Ce dialogue inter-communautaire s'est tenu au moment cette localité de 1500 habitants, dont le nom Gouagleu signifie, ''village des sages'' est en proie à une crise liée à la remise en cause de l'autorité du chef du village par une partie de la population. La rencontre a été marquée par la présentation de la contribution du Système des Nations Unies au renforcement de la cohésion sociale en Côte d'Ivoire. Au menu : présentation des mandats de chaque section et agences spécialisées, allocutions, échanges, séances d'écoute et ateliers avec les groupes-cible, à savoir les jeunes, les femmes et la chefferie. Les réflexions ont abouti à l'élaboration de recommandations et d'engagements à même d'aider ce village à retrouver son unité afin d'amorcer son développement.

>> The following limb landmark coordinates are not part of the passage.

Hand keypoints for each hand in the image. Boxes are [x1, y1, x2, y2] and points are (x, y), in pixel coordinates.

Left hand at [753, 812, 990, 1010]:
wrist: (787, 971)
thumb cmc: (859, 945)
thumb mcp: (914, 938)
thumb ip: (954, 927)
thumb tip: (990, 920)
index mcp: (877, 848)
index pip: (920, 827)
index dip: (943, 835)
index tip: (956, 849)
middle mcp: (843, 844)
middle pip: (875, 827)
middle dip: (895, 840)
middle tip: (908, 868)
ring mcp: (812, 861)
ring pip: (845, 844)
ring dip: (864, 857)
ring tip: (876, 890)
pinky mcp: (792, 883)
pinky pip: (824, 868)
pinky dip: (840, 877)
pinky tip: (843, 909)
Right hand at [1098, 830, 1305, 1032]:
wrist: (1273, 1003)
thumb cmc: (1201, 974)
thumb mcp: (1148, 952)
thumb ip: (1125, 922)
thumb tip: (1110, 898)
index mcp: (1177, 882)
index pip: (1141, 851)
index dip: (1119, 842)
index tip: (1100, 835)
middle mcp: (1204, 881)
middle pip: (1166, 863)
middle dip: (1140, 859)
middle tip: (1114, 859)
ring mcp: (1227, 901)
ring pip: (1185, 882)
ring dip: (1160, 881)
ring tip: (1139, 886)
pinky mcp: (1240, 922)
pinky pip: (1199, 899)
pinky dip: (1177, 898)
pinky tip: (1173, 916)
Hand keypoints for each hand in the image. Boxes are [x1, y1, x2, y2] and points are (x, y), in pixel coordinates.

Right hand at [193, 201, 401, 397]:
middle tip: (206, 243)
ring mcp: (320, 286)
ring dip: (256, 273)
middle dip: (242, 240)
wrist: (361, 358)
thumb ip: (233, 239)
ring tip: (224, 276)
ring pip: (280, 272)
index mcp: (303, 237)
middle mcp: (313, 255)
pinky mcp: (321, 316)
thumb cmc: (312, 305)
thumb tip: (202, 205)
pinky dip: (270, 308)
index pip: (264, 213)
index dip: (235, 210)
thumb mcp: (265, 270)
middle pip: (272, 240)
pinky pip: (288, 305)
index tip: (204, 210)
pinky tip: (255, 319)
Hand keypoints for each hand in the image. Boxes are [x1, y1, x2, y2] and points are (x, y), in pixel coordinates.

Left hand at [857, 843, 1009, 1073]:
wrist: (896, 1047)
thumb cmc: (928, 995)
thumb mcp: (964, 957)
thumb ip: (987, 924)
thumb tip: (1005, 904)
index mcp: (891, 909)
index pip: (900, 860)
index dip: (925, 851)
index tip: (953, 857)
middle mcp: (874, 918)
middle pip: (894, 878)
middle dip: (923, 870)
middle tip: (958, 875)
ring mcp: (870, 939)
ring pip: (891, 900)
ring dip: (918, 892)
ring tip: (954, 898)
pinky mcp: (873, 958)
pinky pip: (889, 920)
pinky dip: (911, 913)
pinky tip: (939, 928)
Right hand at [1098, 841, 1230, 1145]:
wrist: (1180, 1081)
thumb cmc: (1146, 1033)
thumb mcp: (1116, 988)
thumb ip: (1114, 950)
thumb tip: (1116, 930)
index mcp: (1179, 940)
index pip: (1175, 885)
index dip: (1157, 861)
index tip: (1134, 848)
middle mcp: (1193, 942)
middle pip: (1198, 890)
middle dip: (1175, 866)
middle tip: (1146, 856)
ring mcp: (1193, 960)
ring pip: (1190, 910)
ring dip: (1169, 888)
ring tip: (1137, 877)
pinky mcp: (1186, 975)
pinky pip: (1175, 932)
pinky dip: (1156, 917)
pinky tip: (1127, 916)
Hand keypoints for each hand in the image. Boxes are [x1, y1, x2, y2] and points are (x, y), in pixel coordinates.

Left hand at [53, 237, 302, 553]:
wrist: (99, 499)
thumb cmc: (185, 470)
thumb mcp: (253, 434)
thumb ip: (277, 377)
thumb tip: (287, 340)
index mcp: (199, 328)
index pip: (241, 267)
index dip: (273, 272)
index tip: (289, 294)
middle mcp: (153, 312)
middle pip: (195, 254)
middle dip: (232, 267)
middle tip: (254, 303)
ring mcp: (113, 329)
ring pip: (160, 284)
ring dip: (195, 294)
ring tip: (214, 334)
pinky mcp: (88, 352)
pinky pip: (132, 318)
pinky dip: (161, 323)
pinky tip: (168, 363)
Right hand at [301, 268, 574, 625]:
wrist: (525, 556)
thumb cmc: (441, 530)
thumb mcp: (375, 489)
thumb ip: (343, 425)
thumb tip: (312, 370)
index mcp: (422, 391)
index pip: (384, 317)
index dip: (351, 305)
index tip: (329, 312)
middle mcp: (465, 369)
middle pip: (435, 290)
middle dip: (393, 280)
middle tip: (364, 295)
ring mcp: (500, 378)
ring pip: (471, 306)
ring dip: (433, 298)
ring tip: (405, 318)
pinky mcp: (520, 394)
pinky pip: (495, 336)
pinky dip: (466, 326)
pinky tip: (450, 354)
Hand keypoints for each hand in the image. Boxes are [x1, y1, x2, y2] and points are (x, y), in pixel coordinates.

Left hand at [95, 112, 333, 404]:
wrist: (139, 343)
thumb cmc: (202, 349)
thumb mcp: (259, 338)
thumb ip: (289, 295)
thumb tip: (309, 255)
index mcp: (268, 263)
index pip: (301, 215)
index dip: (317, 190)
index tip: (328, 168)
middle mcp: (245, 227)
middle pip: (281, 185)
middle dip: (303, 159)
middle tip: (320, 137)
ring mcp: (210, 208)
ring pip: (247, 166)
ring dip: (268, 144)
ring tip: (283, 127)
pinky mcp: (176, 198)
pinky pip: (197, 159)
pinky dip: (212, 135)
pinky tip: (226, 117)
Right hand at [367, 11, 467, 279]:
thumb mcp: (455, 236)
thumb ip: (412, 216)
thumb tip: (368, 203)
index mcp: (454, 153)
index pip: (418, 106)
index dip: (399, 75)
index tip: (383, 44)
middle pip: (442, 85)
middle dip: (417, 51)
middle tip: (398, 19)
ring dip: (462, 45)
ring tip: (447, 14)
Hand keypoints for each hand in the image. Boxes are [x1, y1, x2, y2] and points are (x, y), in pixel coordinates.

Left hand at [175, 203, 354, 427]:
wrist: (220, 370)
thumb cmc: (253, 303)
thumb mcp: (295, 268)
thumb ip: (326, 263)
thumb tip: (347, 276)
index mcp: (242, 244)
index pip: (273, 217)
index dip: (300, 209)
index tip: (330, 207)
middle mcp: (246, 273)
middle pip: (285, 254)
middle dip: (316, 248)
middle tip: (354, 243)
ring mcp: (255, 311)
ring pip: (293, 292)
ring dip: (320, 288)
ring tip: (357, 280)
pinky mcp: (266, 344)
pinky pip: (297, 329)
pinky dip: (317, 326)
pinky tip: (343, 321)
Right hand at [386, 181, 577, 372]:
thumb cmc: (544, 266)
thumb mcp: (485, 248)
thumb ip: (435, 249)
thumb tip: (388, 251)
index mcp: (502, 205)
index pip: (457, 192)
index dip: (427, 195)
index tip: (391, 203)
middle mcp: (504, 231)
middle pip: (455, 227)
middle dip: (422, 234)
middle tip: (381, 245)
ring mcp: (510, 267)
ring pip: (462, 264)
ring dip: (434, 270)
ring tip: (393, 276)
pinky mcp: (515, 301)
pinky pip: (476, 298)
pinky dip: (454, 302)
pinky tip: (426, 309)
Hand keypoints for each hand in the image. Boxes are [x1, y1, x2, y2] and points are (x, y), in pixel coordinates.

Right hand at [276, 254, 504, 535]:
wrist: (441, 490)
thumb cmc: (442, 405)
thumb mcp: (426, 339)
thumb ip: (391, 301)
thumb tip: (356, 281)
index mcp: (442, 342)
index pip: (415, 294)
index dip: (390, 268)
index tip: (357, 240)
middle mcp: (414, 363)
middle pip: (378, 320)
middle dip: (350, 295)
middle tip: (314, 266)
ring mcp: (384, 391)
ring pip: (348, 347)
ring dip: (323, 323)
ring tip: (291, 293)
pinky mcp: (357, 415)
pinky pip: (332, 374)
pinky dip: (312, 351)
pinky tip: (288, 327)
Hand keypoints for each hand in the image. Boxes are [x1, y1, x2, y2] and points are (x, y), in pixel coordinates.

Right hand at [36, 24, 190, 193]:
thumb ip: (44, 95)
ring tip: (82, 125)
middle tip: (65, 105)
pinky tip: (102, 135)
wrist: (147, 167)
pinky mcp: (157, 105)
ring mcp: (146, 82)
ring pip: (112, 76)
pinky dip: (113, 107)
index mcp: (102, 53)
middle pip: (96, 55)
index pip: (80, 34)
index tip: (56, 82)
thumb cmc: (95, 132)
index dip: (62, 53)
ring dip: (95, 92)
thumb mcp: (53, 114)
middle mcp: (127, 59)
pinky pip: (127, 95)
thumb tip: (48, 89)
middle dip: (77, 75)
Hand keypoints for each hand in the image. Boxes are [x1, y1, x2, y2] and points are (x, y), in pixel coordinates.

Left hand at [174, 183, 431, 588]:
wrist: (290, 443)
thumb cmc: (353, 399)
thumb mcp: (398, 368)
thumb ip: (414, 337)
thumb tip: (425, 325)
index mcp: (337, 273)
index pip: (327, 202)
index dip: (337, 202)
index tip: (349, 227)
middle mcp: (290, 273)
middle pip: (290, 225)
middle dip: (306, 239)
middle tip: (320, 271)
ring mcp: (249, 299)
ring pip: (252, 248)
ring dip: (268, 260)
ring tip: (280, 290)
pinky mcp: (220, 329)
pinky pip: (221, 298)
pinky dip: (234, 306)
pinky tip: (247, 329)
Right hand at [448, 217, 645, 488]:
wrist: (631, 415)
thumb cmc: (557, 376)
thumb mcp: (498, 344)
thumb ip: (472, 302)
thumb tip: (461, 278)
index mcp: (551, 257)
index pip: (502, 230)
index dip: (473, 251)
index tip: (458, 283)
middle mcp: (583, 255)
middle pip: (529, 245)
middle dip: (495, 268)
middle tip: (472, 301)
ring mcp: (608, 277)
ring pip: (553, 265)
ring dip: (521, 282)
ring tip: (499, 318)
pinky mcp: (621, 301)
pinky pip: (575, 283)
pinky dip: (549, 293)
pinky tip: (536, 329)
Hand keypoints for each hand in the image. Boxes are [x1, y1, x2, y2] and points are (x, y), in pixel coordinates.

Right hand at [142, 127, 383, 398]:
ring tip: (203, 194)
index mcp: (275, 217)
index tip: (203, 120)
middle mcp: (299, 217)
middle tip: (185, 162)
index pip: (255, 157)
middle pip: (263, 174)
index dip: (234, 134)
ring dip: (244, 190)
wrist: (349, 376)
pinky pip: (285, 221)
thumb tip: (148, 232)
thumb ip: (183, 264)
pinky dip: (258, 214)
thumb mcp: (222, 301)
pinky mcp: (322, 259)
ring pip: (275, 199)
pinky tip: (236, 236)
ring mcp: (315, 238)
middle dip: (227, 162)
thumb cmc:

Quant au Sous-préfet de Banneu, Charles Armani Koffi Kan, il s'est félicité de cette rencontre de trois jours qui a donné l'occasion à ses populations de se parler et de trouver des solutions aux problèmes qui freinent le développement de leur village. Il n'a pas manqué de saluer l'appui du Système des Nations Unies dans le processus de réconciliation nationale et de la consolidation de la paix. « Vous avez permis à mes populations de se comprendre et de s'engager sur la voie du dialogue et de la paix pour construire leur village », a-t-il conclu.
Au nom des populations locales, Boris Gbeada Kamon s'est réjoui de cette tribune qui leur a permis de se réunir, de réfléchir et identifier les problèmes qui mettent à mal la cohésion sociale. « Nous, fils et filles, sommes conscients des conséquences d'une cohésion sociale fragilisée. C'est pourquoi, nous nous engageons à travailler ensemble pour le bien-être de notre village, avec l'appui des autorités administratives et du Système des Nations Unies », a-t-il soutenu.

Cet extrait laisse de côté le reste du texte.